• About this task
Without the pictures, set down every record below exactly as it reads.

Stored data
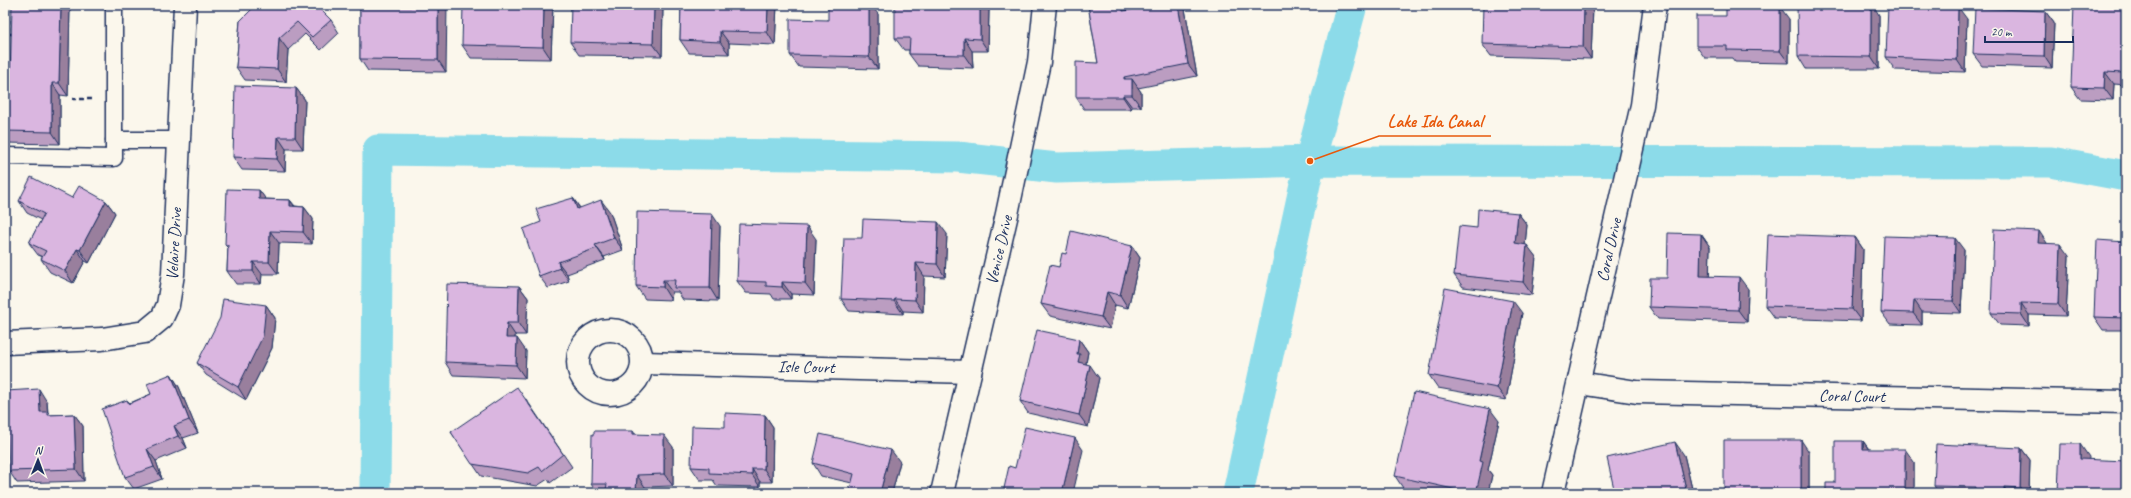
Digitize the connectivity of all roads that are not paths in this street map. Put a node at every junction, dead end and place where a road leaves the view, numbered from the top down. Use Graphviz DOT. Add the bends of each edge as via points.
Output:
graph roads {
  1 [pos="114,5"];
  2 [pos="185,5"];
  3 [pos="1045,5"];
  4 [pos="1655,5"];
  5 [pos="114,140"];
  6 [pos="179,140"];
  7 [pos="5,156"];
  8 [pos="5,344"];
  9 [pos="643,363"];
  10 [pos="970,372"];
  11 [pos="1578,383"];
  12 [pos="2126,402"];
  13 [pos="942,493"];
  14 [pos="1553,493"];
  1 -- 5 [label="lane"];
  2 -- 6 [label="street, Velaire Drive"];
  3 -- 10 [label="street, Venice Drive" via="1039,62"];
  4 -- 11 [label="street, Coral Drive" via="1642,105"];
  5 -- 6 [label="lane"];
  5 -- 7 [label="lane" via="114,158"];
  6 -- 8 [label="street, Velaire Drive" via="171,296 162,318 145,332 122,337"];
  9 -- 10 [label="street, Isle Court"];
  10 -- 13 [label="street, Venice Drive"];
  11 -- 12 [label="street, Coral Court" via="1637,392"];
  11 -- 14 [label="street, Coral Drive"];
}
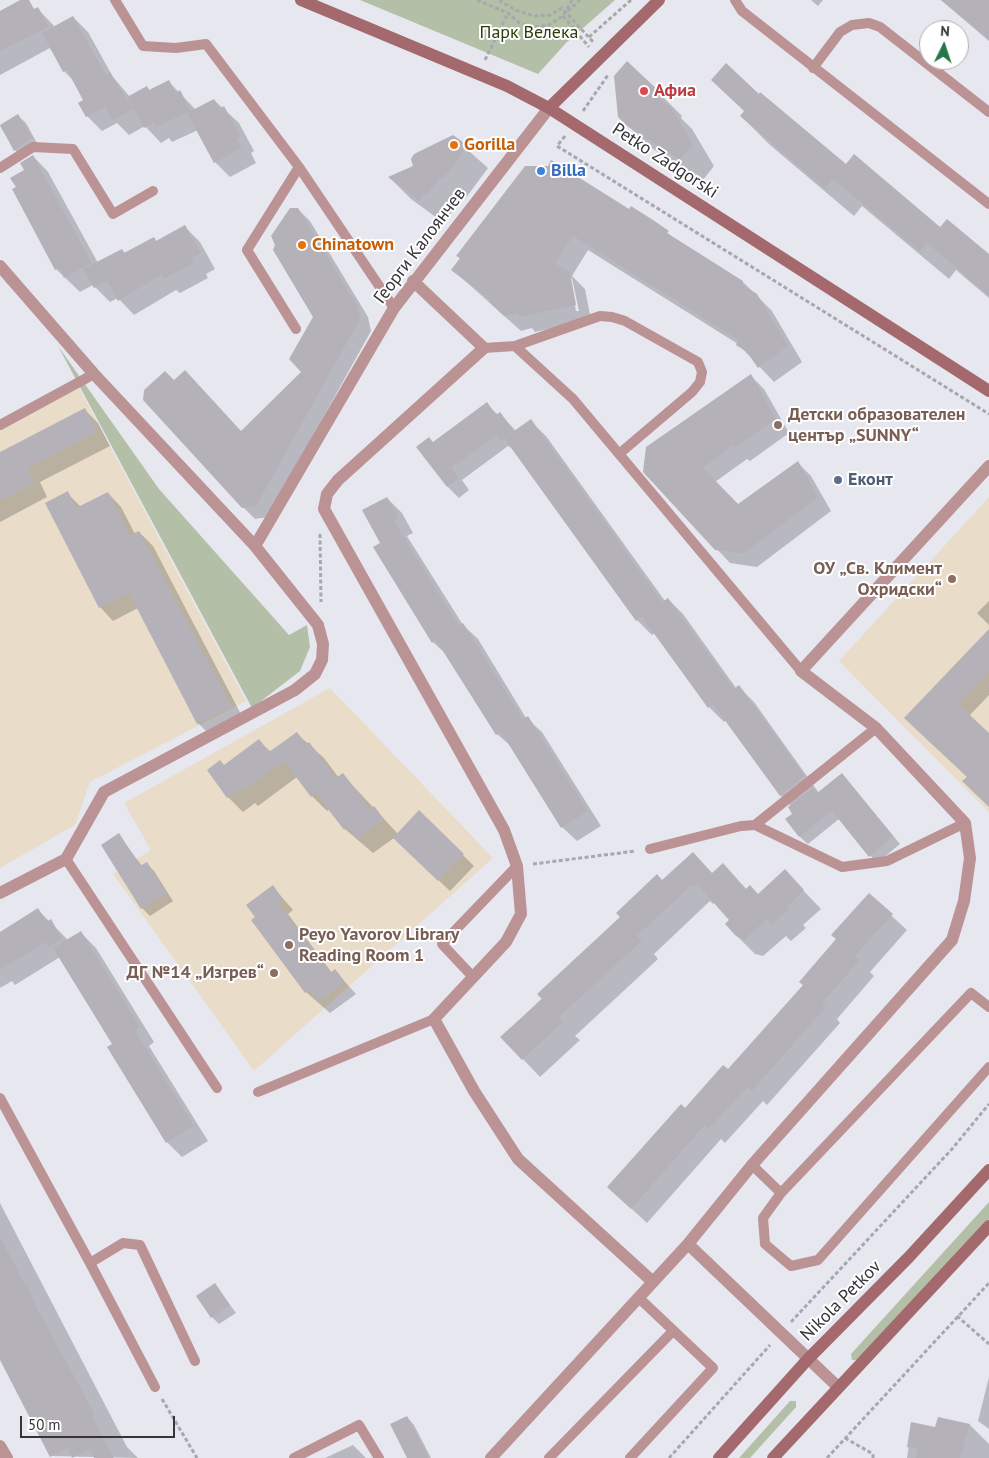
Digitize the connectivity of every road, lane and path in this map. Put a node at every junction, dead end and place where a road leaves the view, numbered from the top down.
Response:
1 (115, 0) edge
2 (301, 0) edge
3 (477, 0) edge
4 (502, 0) edge
5 (572, 0) edge
6 (580, 0) edge
7 (631, 0) edge
8 (659, 0) edge
9 (735, 0) edge
10 (508, 12) junction
11 (562, 16) junction
12 (589, 37) dead end
13 (598, 58) junction
14 (813, 68) junction
15 (479, 74) junction
16 (549, 108) junction
17 (989, 112) edge
18 (299, 167) junction
19 (0, 168) edge
20 (153, 191) dead end
21 (989, 204) edge
22 (0, 266) edge
23 (413, 281) junction
24 (394, 308) junction
25 (296, 329) dead end
26 (515, 346) junction
27 (484, 348) junction
28 (94, 374) junction
29 (989, 391) edge
30 (0, 425) edge
31 (619, 454) junction
32 (989, 466) edge
33 (330, 523) junction
34 (255, 546) junction
35 (318, 625) junction
36 (801, 671) junction
37 (876, 728) junction
38 (965, 823) junction
39 (755, 825) junction
40 (650, 849) joint
41 (66, 858) junction
42 (517, 866) junction
43 (0, 894) edge
44 (473, 977) junction
45 (989, 1007) edge
46 (434, 1018) junction
47 (989, 1067) edge
48 (216, 1088) dead end
49 (258, 1092) dead end
50 (0, 1098) edge
51 (989, 1104) edge
52 (752, 1165) junction
53 (989, 1170) edge
54 (781, 1193) junction
55 (989, 1226) edge
56 (688, 1244) junction
57 (90, 1263) junction
58 (653, 1282) junction
59 (989, 1283) edge
60 (639, 1298) junction
61 (957, 1316) junction
62 (672, 1332) junction
63 (783, 1332) junction
64 (989, 1344) edge
65 (808, 1359) junction
66 (195, 1361) dead end
67 (155, 1387) joint
68 (838, 1387) junction
69 (844, 1438) junction
70 (0, 1446) edge
71 (7, 1458) edge
72 (197, 1458) edge
73 (294, 1458) edge
74 (379, 1458) edge
75 (491, 1458) edge
76 (549, 1458) edge
77 (630, 1458) edge
78 (669, 1458) edge
79 (719, 1458) edge
80 (773, 1458) edge
81 (827, 1458) edge
82 (873, 1458) edge

1 - 18 lane
2 - 15 street, Petko Zadgorski
3 - 10 path
4 - 10 path
5 - 11 path
6 - 11 path
7 - 12 path
8 - 13 street, Георги Калоянчев
9 - 14 lane
10 - 11 path
10 - 15 path
11 - 13 path
13 - 16 street, Георги Калоянчев
14 - 17 lane
14 - 21 lane
15 - 16 street, Petko Zadgorski
16 - 23 street, Георги Калоянчев
16 - 29 street, Petko Zadgorski
18 - 24 lane
18 - 25 lane
19 - 20 lane
22 - 28 street
23 - 24 street, Георги Калоянчев
23 - 27 street
24 - 34 street, Георги Калоянчев
26 - 27 lane
26 - 31 lane
26 - 31 lane
27 - 33 street
28 - 30 lane
28 - 34 street
31 - 36 lane
32 - 36 street
33 - 35 path
33 - 42 street
34 - 35 street
35 - 41 street
36 - 37 street
37 - 38 street
37 - 39 lane
38 - 39 lane
38 - 52 street
39 - 40 lane
40 - 42 path
41 - 43 street
41 - 48 lane
42 - 44 street
42 - 44 lane
44 - 46 street
45 - 54 lane
46 - 49 lane
46 - 58 street
47 - 54 lane
50 - 57 lane
51 - 63 path
52 - 54 lane
52 - 56 street
53 - 65 street, Nikola Petkov
55 - 68 street
56 - 58 street
56 - 63 street
57 - 66 lane
57 - 67 lane
58 - 60 street
59 - 61 path
60 - 62 lane
60 - 75 street
61 - 64 path
61 - 69 path
62 - 76 lane
62 - 77 lane
63 - 65 street
63 - 78 path
65 - 68 street
65 - 79 street, Nikola Petkov
67 - 72 path
68 - 80 street
69 - 81 path
69 - 82 path
70 - 71 street
73 - 74 lane

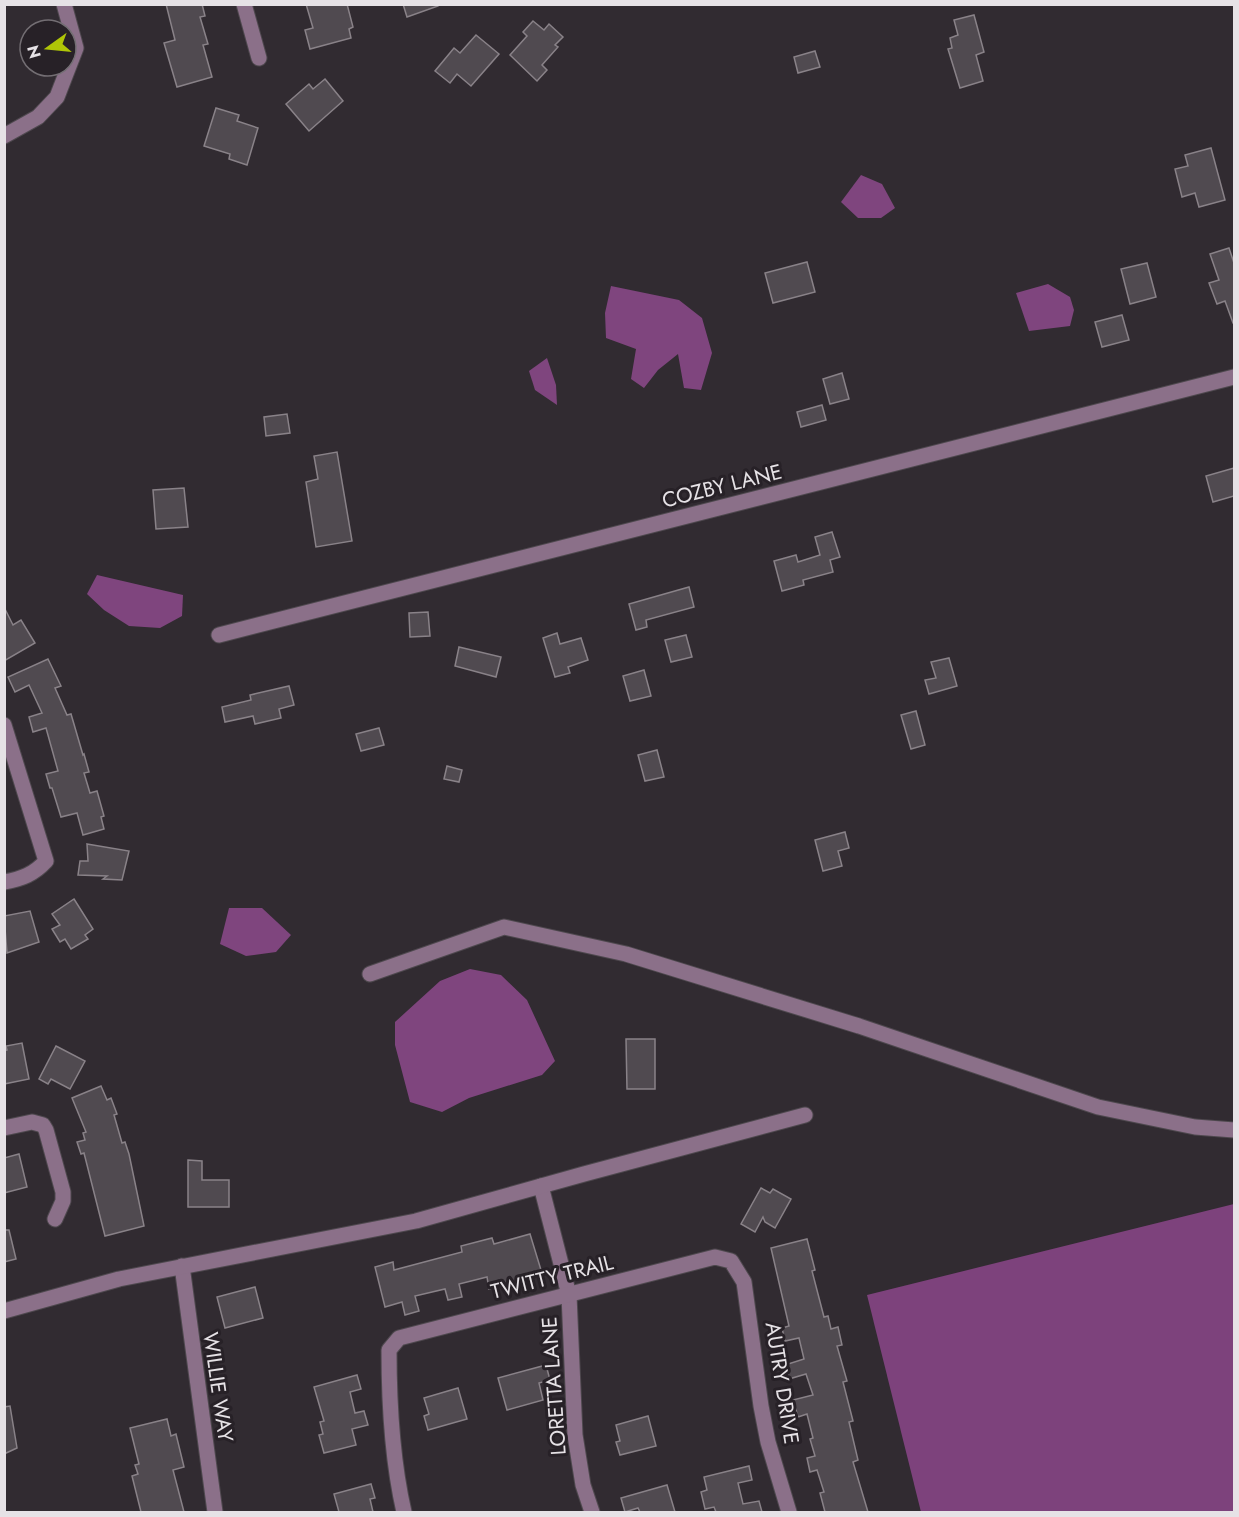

• Your solution
Digitize the connectivity of all roads that are not paths in this street map. Put a node at every junction, dead end and place where a road leaves the view, numbered from the top down. Use Graphviz DOT. Add the bends of each edge as via points.
Output:
graph roads {
  1 [pos="114,5"];
  2 [pos="185,5"];
  3 [pos="1045,5"];
  4 [pos="1655,5"];
  5 [pos="114,140"];
  6 [pos="179,140"];
  7 [pos="5,156"];
  8 [pos="5,344"];
  9 [pos="643,363"];
  10 [pos="970,372"];
  11 [pos="1578,383"];
  12 [pos="2126,402"];
  13 [pos="942,493"];
  14 [pos="1553,493"];
  1 -- 5 [label="lane"];
  2 -- 6 [label="street, Velaire Drive"];
  3 -- 10 [label="street, Venice Drive" via="1039,62"];
  4 -- 11 [label="street, Coral Drive" via="1642,105"];
  5 -- 6 [label="lane"];
  5 -- 7 [label="lane" via="114,158"];
  6 -- 8 [label="street, Velaire Drive" via="171,296 162,318 145,332 122,337"];
  9 -- 10 [label="street, Isle Court"];
  10 -- 13 [label="street, Venice Drive"];
  11 -- 12 [label="street, Coral Court" via="1637,392"];
  11 -- 14 [label="street, Coral Drive"];
}
Digitize the connectivity of every road, lane and path in this map. Put a node at every junction, dead end and place where a road leaves the view, numbered from the top down.
Response:
1 (115, 0) edge
2 (301, 0) edge
3 (477, 0) edge
4 (502, 0) edge
5 (572, 0) edge
6 (580, 0) edge
7 (631, 0) edge
8 (659, 0) edge
9 (735, 0) edge
10 (508, 12) junction
11 (562, 16) junction
12 (589, 37) dead end
13 (598, 58) junction
14 (813, 68) junction
15 (479, 74) junction
16 (549, 108) junction
17 (989, 112) edge
18 (299, 167) junction
19 (0, 168) edge
20 (153, 191) dead end
21 (989, 204) edge
22 (0, 266) edge
23 (413, 281) junction
24 (394, 308) junction
25 (296, 329) dead end
26 (515, 346) junction
27 (484, 348) junction
28 (94, 374) junction
29 (989, 391) edge
30 (0, 425) edge
31 (619, 454) junction
32 (989, 466) edge
33 (330, 523) junction
34 (255, 546) junction
35 (318, 625) junction
36 (801, 671) junction
37 (876, 728) junction
38 (965, 823) junction
39 (755, 825) junction
40 (650, 849) joint
41 (66, 858) junction
42 (517, 866) junction
43 (0, 894) edge
44 (473, 977) junction
45 (989, 1007) edge
46 (434, 1018) junction
47 (989, 1067) edge
48 (216, 1088) dead end
49 (258, 1092) dead end
50 (0, 1098) edge
51 (989, 1104) edge
52 (752, 1165) junction
53 (989, 1170) edge
54 (781, 1193) junction
55 (989, 1226) edge
56 (688, 1244) junction
57 (90, 1263) junction
58 (653, 1282) junction
59 (989, 1283) edge
60 (639, 1298) junction
61 (957, 1316) junction
62 (672, 1332) junction
63 (783, 1332) junction
64 (989, 1344) edge
65 (808, 1359) junction
66 (195, 1361) dead end
67 (155, 1387) joint
68 (838, 1387) junction
69 (844, 1438) junction
70 (0, 1446) edge
71 (7, 1458) edge
72 (197, 1458) edge
73 (294, 1458) edge
74 (379, 1458) edge
75 (491, 1458) edge
76 (549, 1458) edge
77 (630, 1458) edge
78 (669, 1458) edge
79 (719, 1458) edge
80 (773, 1458) edge
81 (827, 1458) edge
82 (873, 1458) edge

1 - 18 lane
2 - 15 street, Petko Zadgorski
3 - 10 path
4 - 10 path
5 - 11 path
6 - 11 path
7 - 12 path
8 - 13 street, Георги Калоянчев
9 - 14 lane
10 - 11 path
10 - 15 path
11 - 13 path
13 - 16 street, Георги Калоянчев
14 - 17 lane
14 - 21 lane
15 - 16 street, Petko Zadgorski
16 - 23 street, Георги Калоянчев
16 - 29 street, Petko Zadgorski
18 - 24 lane
18 - 25 lane
19 - 20 lane
22 - 28 street
23 - 24 street, Георги Калоянчев
23 - 27 street
24 - 34 street, Георги Калоянчев
26 - 27 lane
26 - 31 lane
26 - 31 lane
27 - 33 street
28 - 30 lane
28 - 34 street
31 - 36 lane
32 - 36 street
33 - 35 path
33 - 42 street
34 - 35 street
35 - 41 street
36 - 37 street
37 - 38 street
37 - 39 lane
38 - 39 lane
38 - 52 street
39 - 40 lane
40 - 42 path
41 - 43 street
41 - 48 lane
42 - 44 street
42 - 44 lane
44 - 46 street
45 - 54 lane
46 - 49 lane
46 - 58 street
47 - 54 lane
50 - 57 lane
51 - 63 path
52 - 54 lane
52 - 56 street
53 - 65 street, Nikola Petkov
55 - 68 street
56 - 58 street
56 - 63 street
57 - 66 lane
57 - 67 lane
58 - 60 street
59 - 61 path
60 - 62 lane
60 - 75 street
61 - 64 path
61 - 69 path
62 - 76 lane
62 - 77 lane
63 - 65 street
63 - 78 path
65 - 68 street
65 - 79 street, Nikola Petkov
67 - 72 path
68 - 80 street
69 - 81 path
69 - 82 path
70 - 71 street
73 - 74 lane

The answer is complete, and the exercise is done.